We, as information security professionals, need to be adding value to the business. Instead of being seen as the people that say no, we should be a conduit to ease the implementation of compliance systems. By understanding not only the technical challenges of compliance requirements but also the business context we can be seen to add value from the off.
The good news is that, as we have seen, investing in compliance can also help us deliver a secure working environment. That said, it is beholden on us to ensure the business really understands the difference between compliance and security but at the same time sees the improved business case of delivering appropriate security projects on the back of a compliance requirement.
In our industry nothing stays still for long.
A word of caution now needs to be sounded about cloud based systems and compliance. The race to the cloud has seen a number of organisations fall foul of data protection regulations and issues such as data privacy. Of course the cloud delivers some interesting business benefits but these must be balanced against the associated security and regulatory issues - joining the dots between security and compliance initiatives when talking about cloud computing can be very tricky.
The good news is that aligning information security and compliance, although a challenge, is probably getting easier now than it was up until a couple of years ago. The availability of tools to help in this process should reduce the compliance headache and help us get some value out of the compliance process.

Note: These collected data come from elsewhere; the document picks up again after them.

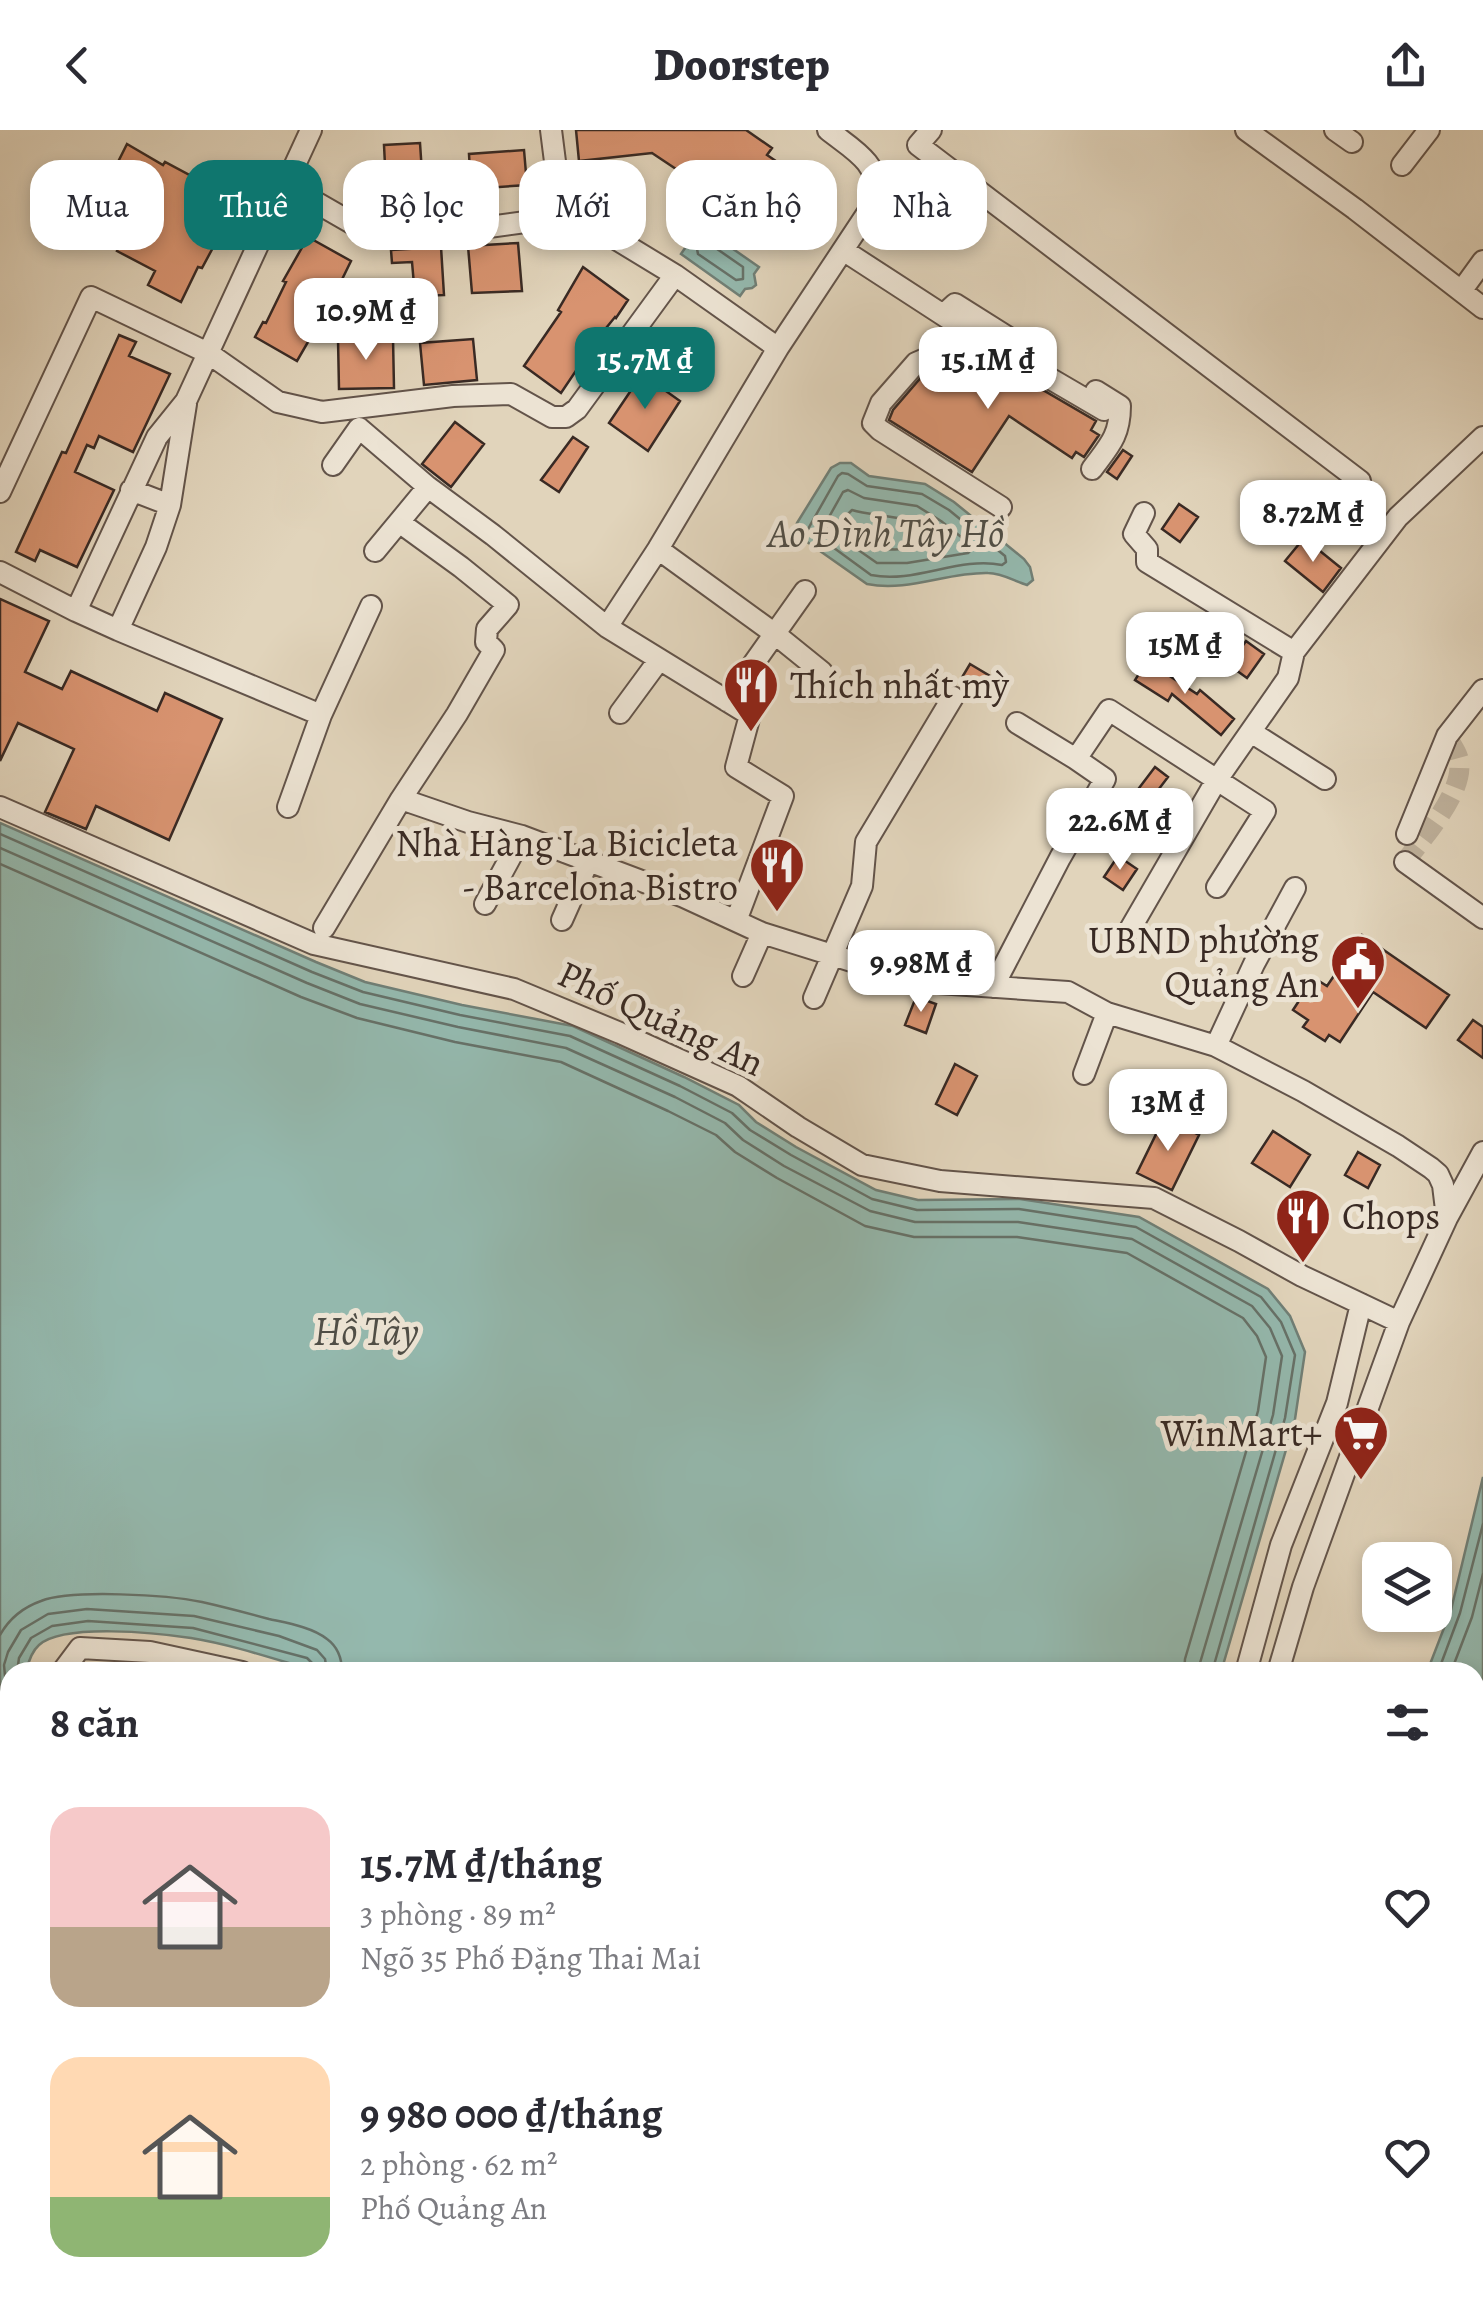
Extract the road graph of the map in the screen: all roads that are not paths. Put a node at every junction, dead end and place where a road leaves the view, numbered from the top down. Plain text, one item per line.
1 (311, 130) edge
2 (551, 130) edge
3 (828, 130) edge
4 (931, 130) edge
5 (1429, 130) edge
6 (1256, 133) edge
7 (296, 160) edge
8 (555, 160) edge
9 (1402, 165) dead end
10 (323, 206) edge
11 (519, 223) edge
12 (254, 250) edge
13 (634, 250) edge
14 (843, 250) junction
15 (1483, 261) edge
16 (675, 275) junction
17 (1462, 290) junction
18 (1483, 307) edge
19 (952, 320) junction
20 (778, 348) junction
21 (208, 353) junction
22 (186, 401) junction
23 (1104, 410) dead end
24 (1483, 437) edge
25 (333, 464) dead end
26 (1092, 469) dead end
27 (1360, 481) dead end
28 (428, 487) junction
29 (131, 490) junction
30 (0, 492) edge
31 (170, 505) junction
32 (1001, 507) dead end
33 (1144, 513) dead end
34 (399, 522) junction
35 (658, 548) junction
36 (375, 551) dead end
37 (0, 572) edge
38 (805, 591) dead end
39 (370, 606) dead end
40 (76, 610) junction
41 (606, 627) junction
42 (118, 630) junction
43 (775, 634) junction
44 (1294, 652) junction
45 (659, 660) junction
46 (822, 672) dead end
47 (1483, 690) edge
48 (953, 698) dead end
49 (727, 701) junction
50 (620, 714) dead end
51 (321, 716) junction
52 (1018, 724) dead end
53 (1251, 732) junction
54 (1076, 759) junction
55 (1325, 779) dead end
56 (1216, 781) junction
57 (402, 798) junction
58 (288, 806) dead end
59 (0, 807) edge
60 (1406, 834) dead end
61 (522, 836) junction
62 (588, 862) junction
63 (1404, 862) dead end
64 (1217, 888) dead end
65 (1295, 888) dead end
66 (486, 904) dead end
67 (1483, 918) edge
68 (562, 920) dead end
69 (736, 920) junction
70 (324, 928) dead end
71 (1129, 931) dead end
72 (762, 933) junction
73 (833, 954) junction
74 (744, 976) dead end
75 (994, 988) junction
76 (814, 998) dead end
77 (1107, 1013) junction
78 (1216, 1046) junction
79 (1084, 1074) dead end
80 (1483, 1152) edge
81 (1447, 1218) junction
82 (1362, 1304) junction
83 (1399, 1322) junction
84 (70, 1662) edge
85 (196, 1662) edge
86 (1249, 1662) edge
87 (1281, 1662) edge

1 - 7 street
2 - 8 street
3 - 14 street
4 - 27 street
5 - 9 street
6 - 17 street
10 - 11 street
12 - 21 street
13 - 16 street
14 - 19 street
14 - 20 street
15 - 17 street
16 - 20 street
16 - 21 street
17 - 18 street
19 - 23 street
19 - 26 street
19 - 32 street
20 - 35 street
21 - 22 street
21 - 30 street
22 - 29 street
22 - 31 street
24 - 44 street
25 - 28 street
28 - 34 street
28 - 41 street
29 - 31 street
29 - 40 street
31 - 42 street
33 - 44 street
34 - 36 street
34 - 57 street
35 - 41 street
35 - 43 street
37 - 40 street
38 - 43 street
39 - 51 street
40 - 42 street
41 - 45 street
42 - 51 street
43 - 46 street
43 - 49 street
44 - 53 street
45 - 49 street
45 - 50 street
47 - 60 street
48 - 73 street
49 - 69 street
51 - 58 street
52 - 54 street
53 - 55 street
53 - 56 street
54 - 56 street
54 - 75 street
56 - 64 street
56 - 71 street
57 - 61 street
57 - 70 street
59 - 82 street, Phố Quảng An
61 - 62 street
61 - 66 street
62 - 68 street
62 - 69 street
63 - 67 street
65 - 78 street
69 - 72 street
72 - 73 street
72 - 74 street
73 - 75 street
73 - 76 street
75 - 77 street
77 - 78 street
77 - 79 street
78 - 81 street
80 - 81 street
81 - 83 street
82 - 83 street, Phố Quảng An
82 - 86 street
83 - 87 street
84 - 85 street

I will leave you with one last thought. Here in the UK, after the second world war, lots of people were driving cars which were in pretty bad repair - brakes were poor, lights were damaged and steering was often ropey. This lead to accidents and injuries that could have been prevented. In 1960 the Ministry of Transport introduced a compulsory test, now commonly called the MOT, on all vehicles over 10 years old in an effort to ban the most dangerous cars from the road. Over time the age of annual tests reduced to its current of 3 years and the breadth and depth of the MOT has now expanded to incorporate new technologies such as catalytic convertors.
Is the growth in IT related regulations and compliance requirements following a similar trajectory to the evolution of the MOT test?
All in all we now see far fewer “old bangers” on the road than at anytime in the past and I wonder whether we will benefit in seeing fewer data breaches and security lapses as computer systems are put through regular audits or MOTs.
Of course the mistake many people make when buying a car is to assume that a current MOT certificate is proof that a vehicle is roadworthy. Of course it isn’t - all it means is that at the time of testing the car was able to pass the MOT test.
In a similar way a computer system may pass an audit but very rapidly collapse into a state of non-compliance due to mismanagement. Constant attention to audit and compliance is the only sensible way to manage these needs.
Who knows, with the development of decent compliance and regulations we may see less dangerous IT systems and fewer data loss accidents, crashes and mishaps!